Zuerst nahm er mich nicht wahr, als er mit seiner Medaille um den Hals über den Flur trottete und eine Nische anstrebte, die mir zuvor auch schon ins Auge gefallen war, doch es war fast wie Magie, die sich zwischen uns ausbreitete, als ich meine Augen öffnete und er in genau dem gleichen Moment seinen Kopf hob, zur Seite und direkt in meine Augen sah. Ich wusste nicht was ich tun sollte, wäre am liebsten weg gerannt, doch mein Herz klammerte sich an die Wand und zwang mich zum Bleiben, dass mir keine andere Wahl blieb, als mich seinem Blick zu stellen. Es vergingen Sekunden, sie kamen mir vor wie Minuten und es passierte nichts. Zwischen uns schien die Welt still zu stehen, doch um uns herum drehte sie sich glücklich weiter. Wir fesselten uns für einen Moment gegenseitig.
»Liv.. «, es war Basti, der die Worte wiederfand und langsam auf mich zukam. Ich ging automatisch einen Schritt zurück, spürte aber sofort die Wand gegen meinen Fuß stoßen. Ich konnte hier nicht weg.
»Ich bin stolz auf dich.«, platzte es aus mir heraus. Ich dachte nicht nach, hatte meinen Kopf abgeschaltet und ließ mein Herz ein letztes Mal sprechen.

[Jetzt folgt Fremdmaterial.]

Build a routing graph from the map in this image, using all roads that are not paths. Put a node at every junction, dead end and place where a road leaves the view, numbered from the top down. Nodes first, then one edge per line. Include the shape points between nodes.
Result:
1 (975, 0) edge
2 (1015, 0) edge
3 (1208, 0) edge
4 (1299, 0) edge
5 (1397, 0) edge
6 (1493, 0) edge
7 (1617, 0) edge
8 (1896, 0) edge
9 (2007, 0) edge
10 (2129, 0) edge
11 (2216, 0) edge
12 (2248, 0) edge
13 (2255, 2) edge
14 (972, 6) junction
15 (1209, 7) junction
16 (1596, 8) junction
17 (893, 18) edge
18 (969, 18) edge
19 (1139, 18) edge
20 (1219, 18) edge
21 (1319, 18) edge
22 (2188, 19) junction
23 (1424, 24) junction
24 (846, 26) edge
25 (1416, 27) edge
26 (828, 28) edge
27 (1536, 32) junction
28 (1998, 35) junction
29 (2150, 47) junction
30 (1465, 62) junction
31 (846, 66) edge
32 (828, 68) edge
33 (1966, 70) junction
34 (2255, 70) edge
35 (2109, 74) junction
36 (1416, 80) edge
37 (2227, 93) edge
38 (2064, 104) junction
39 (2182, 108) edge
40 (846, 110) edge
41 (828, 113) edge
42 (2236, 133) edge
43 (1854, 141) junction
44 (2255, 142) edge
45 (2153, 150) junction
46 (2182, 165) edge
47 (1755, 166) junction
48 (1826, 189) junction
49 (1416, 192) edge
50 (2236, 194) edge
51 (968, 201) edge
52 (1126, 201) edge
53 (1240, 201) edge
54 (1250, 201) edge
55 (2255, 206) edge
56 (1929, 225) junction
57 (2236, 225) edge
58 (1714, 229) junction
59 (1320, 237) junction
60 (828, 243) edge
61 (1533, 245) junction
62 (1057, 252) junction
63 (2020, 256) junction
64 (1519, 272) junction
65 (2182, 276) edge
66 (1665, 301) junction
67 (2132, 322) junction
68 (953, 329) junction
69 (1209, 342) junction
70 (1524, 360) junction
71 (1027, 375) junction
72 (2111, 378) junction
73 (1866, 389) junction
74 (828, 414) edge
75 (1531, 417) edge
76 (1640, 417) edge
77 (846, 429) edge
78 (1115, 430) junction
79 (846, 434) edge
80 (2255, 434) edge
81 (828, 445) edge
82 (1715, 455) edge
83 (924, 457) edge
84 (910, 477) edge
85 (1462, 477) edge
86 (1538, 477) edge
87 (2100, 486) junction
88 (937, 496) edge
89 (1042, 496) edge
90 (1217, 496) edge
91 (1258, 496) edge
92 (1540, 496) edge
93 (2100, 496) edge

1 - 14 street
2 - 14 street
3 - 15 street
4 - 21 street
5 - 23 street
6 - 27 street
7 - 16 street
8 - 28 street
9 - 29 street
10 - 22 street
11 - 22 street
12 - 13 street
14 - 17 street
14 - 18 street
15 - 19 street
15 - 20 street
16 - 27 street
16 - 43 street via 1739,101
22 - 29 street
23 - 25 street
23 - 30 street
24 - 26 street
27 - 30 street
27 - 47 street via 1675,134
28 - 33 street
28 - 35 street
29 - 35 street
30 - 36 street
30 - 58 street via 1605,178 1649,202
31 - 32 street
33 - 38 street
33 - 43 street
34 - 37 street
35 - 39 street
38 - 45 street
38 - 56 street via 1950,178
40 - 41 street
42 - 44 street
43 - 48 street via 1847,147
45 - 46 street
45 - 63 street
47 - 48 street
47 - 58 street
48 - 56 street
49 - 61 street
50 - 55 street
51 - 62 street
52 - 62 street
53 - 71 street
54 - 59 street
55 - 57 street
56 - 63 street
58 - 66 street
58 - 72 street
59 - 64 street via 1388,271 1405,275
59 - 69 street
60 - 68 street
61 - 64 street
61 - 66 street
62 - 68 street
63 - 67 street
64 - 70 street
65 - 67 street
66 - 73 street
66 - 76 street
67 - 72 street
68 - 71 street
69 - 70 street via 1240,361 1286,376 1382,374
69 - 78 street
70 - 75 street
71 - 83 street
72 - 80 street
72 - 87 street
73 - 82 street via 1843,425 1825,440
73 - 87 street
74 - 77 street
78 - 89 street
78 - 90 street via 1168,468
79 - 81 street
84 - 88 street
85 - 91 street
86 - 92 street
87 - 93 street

»Danke, dass du da warst.«, seine Augen glitzerten während er das sagte und ich sah, wie kurz darauf eine Träne über seinen Cut unter dem Auge rann und sich mit dem trockenen Blut vermischte.
»Warum bist du nicht bei den anderen?«, fragte ich leise nach und brach unseren Augenkontakt um in die Richtung zu sehen aus der er gekommen war.
»Ich brauchte Zeit für mich.«
»Dann geh ich besser.«
»Bleib!«, Basti berührte mich an meinem Handgelenk, als ich kurz davor war an ihm vorbei zustürmen und hielt mich fest. Sofort wanderte mein Blick zu seiner Hand, wie seine Haut meine Haut berührte und ich konnte es fast prickeln sehen. Es tat gut und für einen Moment schloss ich die Augen, um diesen letzten Moment in mir aufzusaugen.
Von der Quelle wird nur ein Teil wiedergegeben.